Many plant species are losing their habitat due to deforestation and climate change. Research is needed to estimate how plants are coping, but it is difficult to perform a continent wide analysis. The standard method for evaluating plant and animal conservation status, is the IUCN Red List. The Red List takes into account the size of the population, as well as the size and fragmentation of the species’ habitat.

Even though the IUCN method is considered the gold standard, it requires a lot of time to assess a species’ conservation status. That is why at the moment only about 8% of all plant species worldwide have an IUCN Red List status. To counter the rapid changes in nature, a new approach is needed.

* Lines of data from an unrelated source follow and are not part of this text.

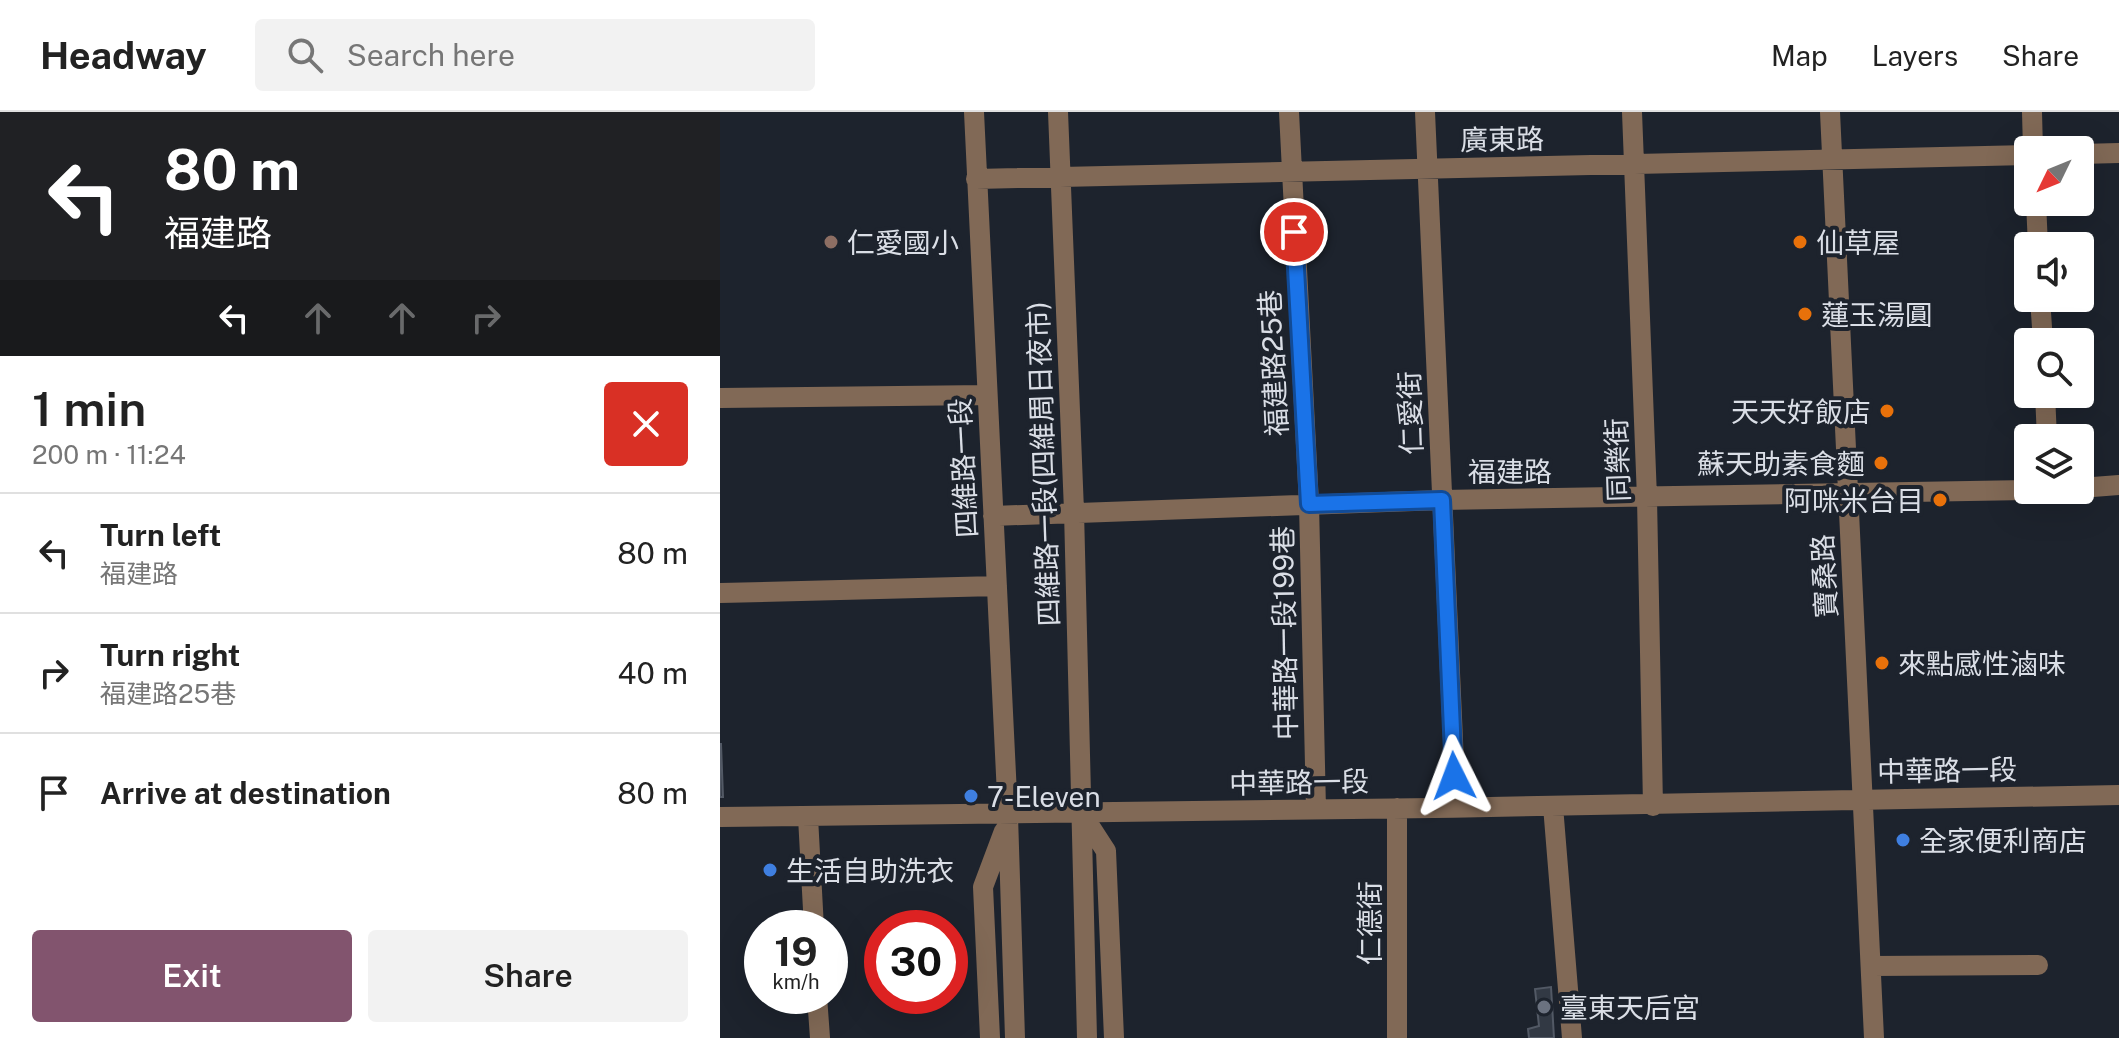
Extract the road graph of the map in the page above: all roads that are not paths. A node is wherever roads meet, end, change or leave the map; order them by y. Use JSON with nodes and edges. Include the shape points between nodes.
{"nodes":[{"id":1,"x":974,"y":112,"type":"edge"},
{"id":2,"x":1058,"y":112,"type":"edge"},
{"id":3,"x":1289,"y":112,"type":"edge"},
{"id":4,"x":1425,"y":112,"type":"edge"},
{"id":5,"x":1632,"y":112,"type":"edge"},
{"id":6,"x":1830,"y":112,"type":"edge"},
{"id":7,"x":2032,"y":112,"type":"edge"},
{"id":8,"x":2033,"y":136,"type":"edge"},
{"id":9,"x":2119,"y":153,"type":"edge"},
{"id":10,"x":2094,"y":154,"type":"edge"},
{"id":11,"x":2014,"y":155,"type":"edge"},
{"id":12,"x":1832,"y":160,"type":"junction"},
{"id":13,"x":1634,"y":164,"type":"junction"},
{"id":14,"x":1428,"y":169,"type":"junction"},
{"id":15,"x":1291,"y":172,"type":"junction"},
{"id":16,"x":1060,"y":177,"type":"junction"},
{"id":17,"x":976,"y":179,"type":"junction"},
{"id":18,"x":987,"y":395,"type":"junction"},
{"id":19,"x":720,"y":398,"type":"edge"},
{"id":20,"x":2119,"y":485,"type":"edge"},
{"id":21,"x":2094,"y":487,"type":"edge"},
{"id":22,"x":2014,"y":490,"type":"edge"},
{"id":23,"x":1848,"y":493,"type":"junction"},
{"id":24,"x":1647,"y":498,"type":"junction"},
{"id":25,"x":1442,"y":500,"type":"junction"},
{"id":26,"x":1309,"y":504,"type":"junction"},
{"id":27,"x":1074,"y":511,"type":"junction"},
{"id":28,"x":993,"y":516,"type":"junction"},
{"id":29,"x":997,"y":586,"type":"junction"},
{"id":30,"x":720,"y":593,"type":"edge"},
{"id":31,"x":2119,"y":795,"type":"edge"},
{"id":32,"x":1863,"y":800,"type":"junction"},
{"id":33,"x":1553,"y":806,"type":"junction"},
{"id":34,"x":1653,"y":806,"type":"junction"},
{"id":35,"x":1456,"y":807,"type":"junction"},
{"id":36,"x":1397,"y":808,"type":"junction"},
{"id":37,"x":1316,"y":809,"type":"junction"},
{"id":38,"x":1082,"y":814,"type":"junction"},
{"id":39,"x":720,"y":817,"type":"edge"},
{"id":40,"x":808,"y":817,"type":"junction"},
{"id":41,"x":1008,"y":818,"type":"junction"},
{"id":42,"x":813,"y":910,"type":"edge"},
{"id":43,"x":2038,"y":965,"type":"dead end"},
{"id":44,"x":1871,"y":966,"type":"junction"},
{"id":45,"x":818,"y":1014,"type":"edge"},
{"id":46,"x":820,"y":1038,"type":"edge"},
{"id":47,"x":990,"y":1038,"type":"edge"},
{"id":48,"x":1015,"y":1038,"type":"edge"},
{"id":49,"x":1087,"y":1038,"type":"edge"},
{"id":50,"x":1114,"y":1038,"type":"edge"},
{"id":51,"x":1397,"y":1038,"type":"edge"},
{"id":52,"x":1572,"y":1038,"type":"edge"},
{"id":53,"x":1874,"y":1038,"type":"edge"}],
"edges":[{"from":1,"to":17,"type":"street","name":"四維路一段"},
{"from":2,"to":16,"type":"street","name":"四維路一段(四維周日夜市)"},
{"from":3,"to":15,"type":"street","name":"福建路25巷"},
{"from":4,"to":14,"type":"street","name":"仁愛街"},
{"from":5,"to":13,"type":"street","name":"同樂街"},
{"from":6,"to":12,"type":"street","name":"寶桑路"},
{"from":7,"to":8,"type":"street"},
{"from":9,"to":10,"type":"street"},
{"from":11,"to":12,"type":"street","name":"廣東路"},
{"from":12,"to":13,"type":"street","name":"廣東路"},
{"from":12,"to":23,"type":"street","name":"寶桑路"},
{"from":13,"to":14,"type":"street","name":"廣東路"},
{"from":13,"to":24,"type":"street","name":"同樂街"},
{"from":14,"to":15,"type":"street","name":"廣東路"},
{"from":14,"to":25,"type":"street","name":"仁愛街"},
{"from":15,"to":16,"type":"street","name":"廣東路"},
{"from":15,"to":26,"type":"street","name":"福建路25巷"},
{"from":16,"to":17,"type":"street","name":"廣東路"},
{"from":16,"to":27,"type":"street","name":"四維路一段(四維周日夜市)"},
{"from":17,"to":18,"type":"street","name":"四維路一段"},
{"from":18,"to":19,"type":"street"},
{"from":18,"to":28,"type":"street","name":"四維路一段"},
{"from":20,"to":21,"type":"street"},
{"from":22,"to":23,"type":"street","name":"福建路"},
{"from":23,"to":24,"type":"street","name":"福建路"},
{"from":23,"to":32,"type":"street","name":"寶桑路"},
{"from":24,"to":25,"type":"street","name":"福建路"},
{"from":24,"to":34,"type":"street","name":"同樂街"},
{"from":25,"to":26,"type":"street","name":"福建路"},
{"from":25,"to":35,"type":"street","name":"仁愛街"},
{"from":26,"to":27,"type":"street","name":"福建路"},
{"from":26,"to":37,"type":"street","name":"中華路一段199巷"},
{"from":27,"to":28,"type":"street","name":"福建路"},
{"from":27,"to":38,"type":"street","name":"四維路一段(四維周日夜市)"},
{"from":28,"to":29,"type":"street","name":"四維路一段"},
{"from":29,"to":30,"type":"street"},
{"from":29,"to":41,"type":"street","name":"四維路一段"},
{"from":31,"to":32,"type":"street","name":"中華路一段"},
{"from":32,"to":34,"type":"street","name":"中華路一段"},
{"from":32,"to":44,"type":"street","name":"寶桑路"},
{"from":33,"to":34,"type":"street","name":"中華路一段"},
{"from":33,"to":35,"type":"street","name":"中華路一段"},
{"from":33,"to":52,"type":"street"},
{"from":35,"to":36,"type":"street","name":"中華路一段"},
{"from":36,"to":37,"type":"street","name":"中華路一段"},
{"from":36,"to":51,"type":"street","name":"仁德街"},
{"from":37,"to":38,"type":"street","name":"中華路一段"},
{"from":38,"to":41,"type":"street","name":"中華路一段"},
{"from":38,"to":49,"type":"street"},
{"from":38,"to":50,"type":"street","via":[[1106,851]]},
{"from":39,"to":40,"type":"street","name":"中華路一段"},
{"from":40,"to":41,"type":"street","name":"中華路一段"},
{"from":40,"to":42,"type":"street"},
{"from":41,"to":47,"type":"street","name":"四維路一段","via":[[983,887]]},
{"from":41,"to":48,"type":"street","name":"四維路一段"},
{"from":43,"to":44,"type":"street"},
{"from":44,"to":53,"type":"street","name":"寶桑路"},
{"from":45,"to":46,"type":"street"}]}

This is why scientists have developed the Preliminary Automated Conservation Assessment, or PACA. This autonomous system is able to determine the conservation status of plant species based on observation data. To test PACA, scientist used a large database of more than six hundred thousand observations of plants in Sub-Sahara Africa. PACA was able to classify twenty two thousand species of plants in seven hours. A lot quicker that the traditional IUCN method, which takes about a day per species.

Using the PACA data, the scientists concluded that a third of all tropical plants in Africa is possibly endangered and a further third is at risk of becoming so.

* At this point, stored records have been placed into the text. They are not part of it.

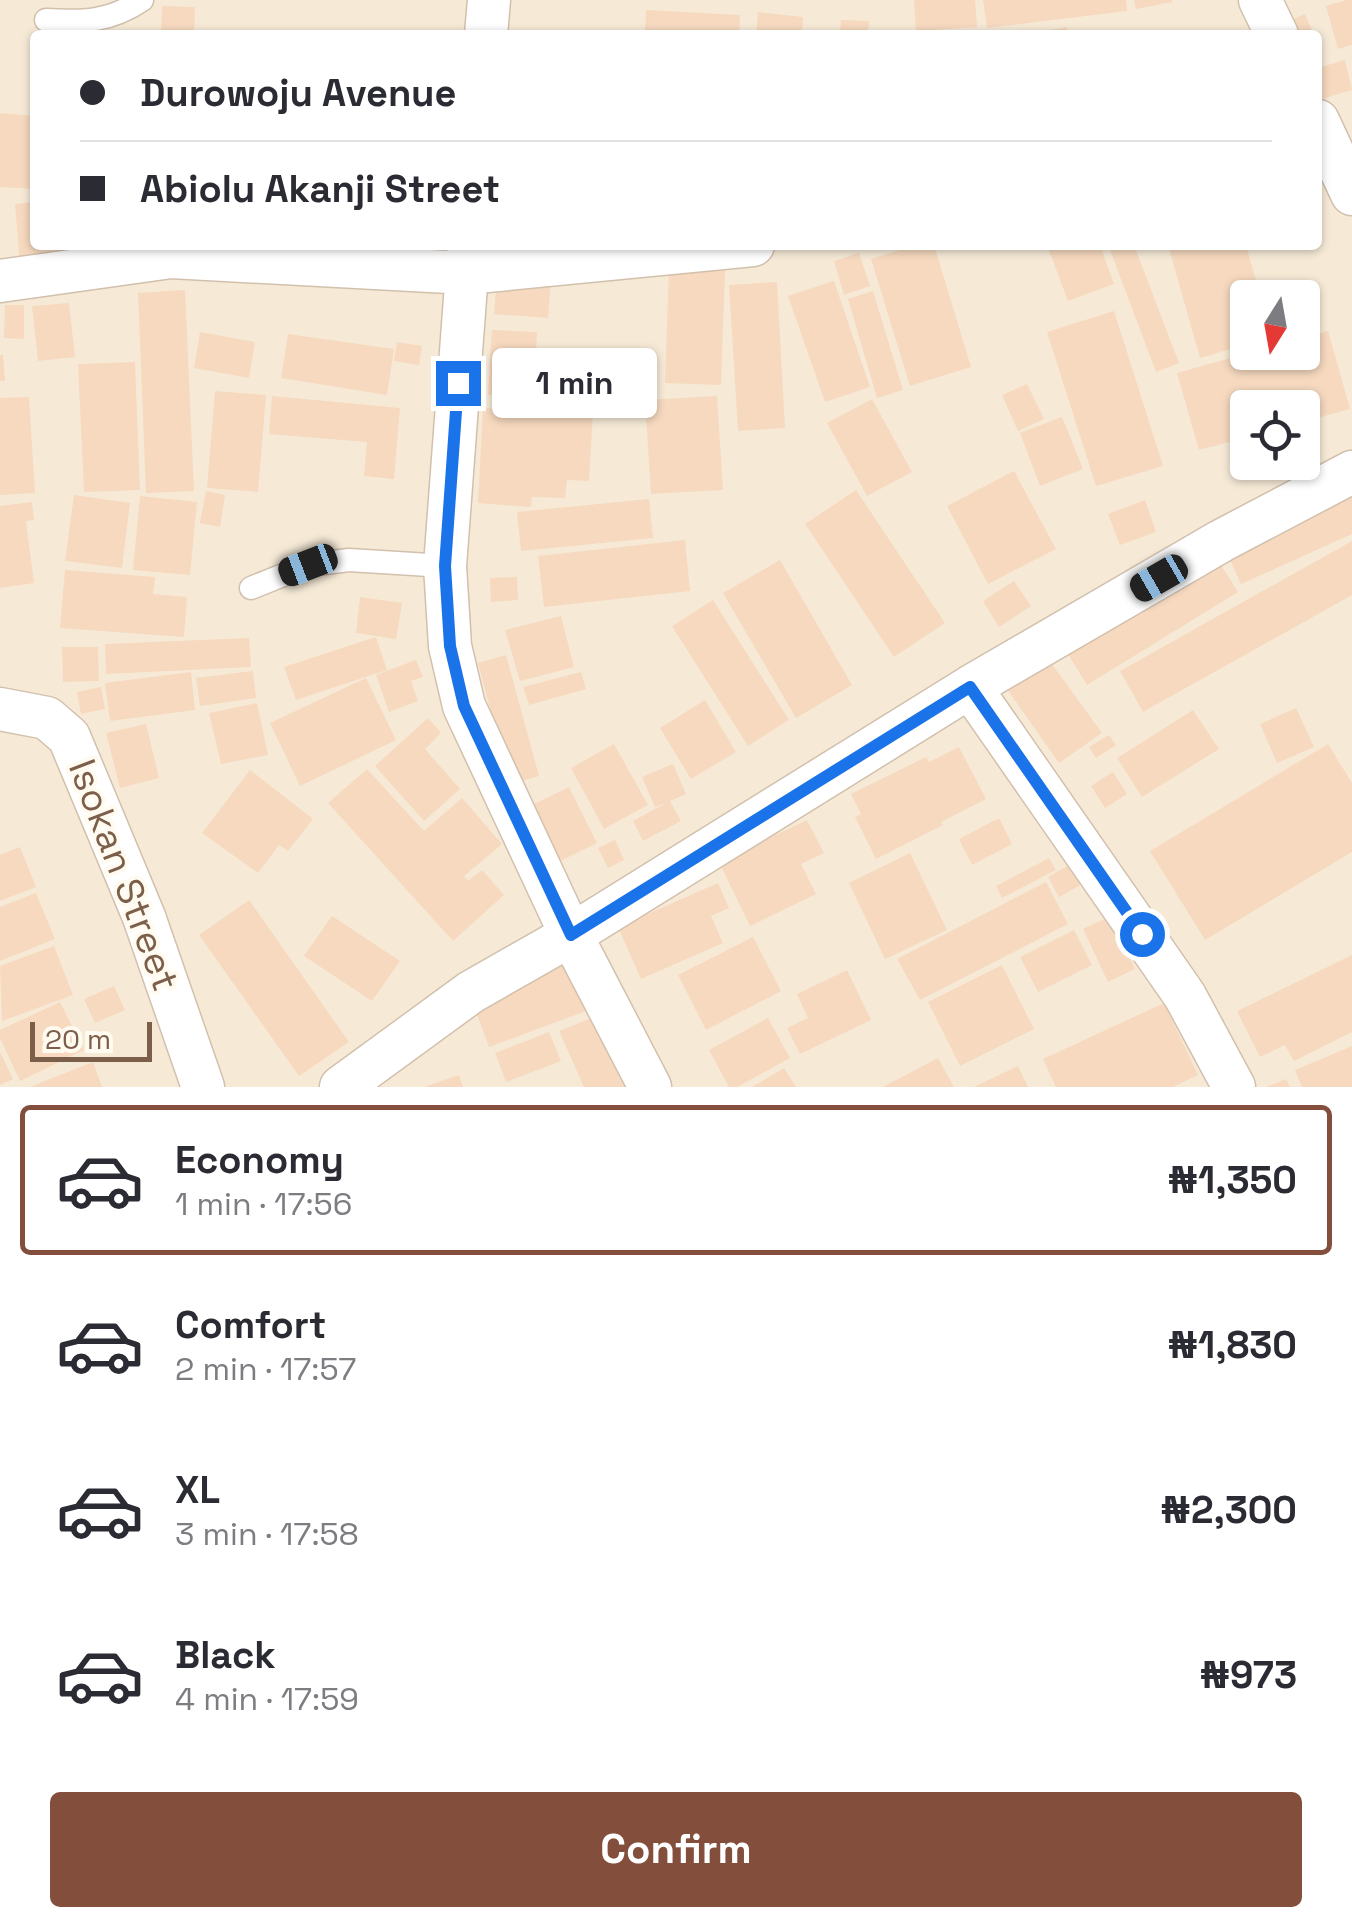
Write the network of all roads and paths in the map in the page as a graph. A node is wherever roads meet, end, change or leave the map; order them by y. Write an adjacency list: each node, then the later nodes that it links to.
1 (142, 0): 4 (lane)
2 (489, 0): 5 (street)
3 (1260, 0): 6 (street)
4 (46, 20)
5 (486, 30)
6 (1275, 30)
7 (1322, 130): 8 (street)
8 (1352, 194)
9 (651, 250): 10 (street)
10 (468, 259): 11 (street); 13 (street)
11 (0, 281)
12 (1352, 472): 15 (street)
13 (445, 566): 14 (lane); 17 (street)
14 (251, 588)
15 (970, 687): 17 (street); 21 (street)
16 (0, 709): 18 (street, Isokan Street)
17 (571, 935): 19 (street); 20 (street)
18 (203, 1087)
19 (342, 1087)
20 (650, 1087)
21 (1234, 1087)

Four areas in particular seem to warrant extra attention: Ethiopia, West-Africa, central Tanzania and the south of the Democratic Republic of the Congo. These regions hold many endemic species, plants that occur nowhere else in the world. On top of that, these areas have high rates of deforestation.

The main cause of deforestation is human activity such as logging, farming and mining. Using PACA, scientists and conservations are able to assess where nature is most under threat.

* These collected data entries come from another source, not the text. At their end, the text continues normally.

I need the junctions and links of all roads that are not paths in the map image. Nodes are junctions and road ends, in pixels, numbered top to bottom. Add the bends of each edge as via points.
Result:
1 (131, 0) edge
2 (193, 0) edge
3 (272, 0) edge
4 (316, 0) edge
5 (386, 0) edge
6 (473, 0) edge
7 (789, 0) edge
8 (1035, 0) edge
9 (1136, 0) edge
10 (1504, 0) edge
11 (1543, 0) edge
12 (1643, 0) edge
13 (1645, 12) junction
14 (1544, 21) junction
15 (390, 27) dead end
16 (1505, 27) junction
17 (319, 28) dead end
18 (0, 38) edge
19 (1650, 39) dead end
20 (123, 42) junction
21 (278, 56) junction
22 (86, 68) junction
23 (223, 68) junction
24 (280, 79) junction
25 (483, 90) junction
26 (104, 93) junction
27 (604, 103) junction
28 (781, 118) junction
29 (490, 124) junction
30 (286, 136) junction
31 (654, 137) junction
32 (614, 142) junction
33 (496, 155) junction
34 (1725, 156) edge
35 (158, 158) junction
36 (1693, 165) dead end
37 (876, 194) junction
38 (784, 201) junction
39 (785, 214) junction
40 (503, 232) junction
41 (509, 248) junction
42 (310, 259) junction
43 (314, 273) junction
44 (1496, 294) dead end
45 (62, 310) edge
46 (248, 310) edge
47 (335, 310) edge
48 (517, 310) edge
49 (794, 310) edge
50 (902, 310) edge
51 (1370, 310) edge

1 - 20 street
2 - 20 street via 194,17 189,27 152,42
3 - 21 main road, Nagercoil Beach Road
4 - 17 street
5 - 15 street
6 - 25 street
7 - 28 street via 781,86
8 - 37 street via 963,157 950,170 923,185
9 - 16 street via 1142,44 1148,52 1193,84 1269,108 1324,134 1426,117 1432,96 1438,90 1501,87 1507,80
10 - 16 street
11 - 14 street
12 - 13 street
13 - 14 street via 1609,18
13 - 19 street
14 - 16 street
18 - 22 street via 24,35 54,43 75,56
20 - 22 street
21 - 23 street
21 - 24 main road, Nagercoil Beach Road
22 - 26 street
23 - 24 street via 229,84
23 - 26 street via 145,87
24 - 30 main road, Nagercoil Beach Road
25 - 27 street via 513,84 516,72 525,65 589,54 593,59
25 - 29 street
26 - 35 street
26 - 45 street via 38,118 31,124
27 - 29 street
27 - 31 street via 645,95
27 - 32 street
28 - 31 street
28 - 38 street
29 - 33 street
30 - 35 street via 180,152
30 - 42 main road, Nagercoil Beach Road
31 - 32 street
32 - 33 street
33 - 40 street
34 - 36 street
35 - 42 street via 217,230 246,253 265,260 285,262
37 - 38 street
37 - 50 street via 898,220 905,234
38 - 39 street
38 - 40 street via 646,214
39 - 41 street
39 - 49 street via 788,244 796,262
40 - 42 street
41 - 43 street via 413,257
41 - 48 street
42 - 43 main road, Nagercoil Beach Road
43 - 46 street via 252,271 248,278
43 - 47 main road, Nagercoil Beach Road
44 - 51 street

Jan Wieringa, who was part of the research on behalf of Naturalis Biodiversity Center, stressed the importance of accurately determining conservation status and the possibilities PACA opens up. Wieringa: “This study gives us an idea of the number of endangered species in tropical Africa. It shows us the scale of the problem and the amount of work we still need to do, but it also tells us which species to prioritize for detailed assesment. Aside from this, it shows which areas are threatened most and where conservation efforts will sort the largest effect. It also becomes clear that many species in other areas may not (yet) be threatened, but are indeed rare, which means they may become endangered when land-use in these areas changes".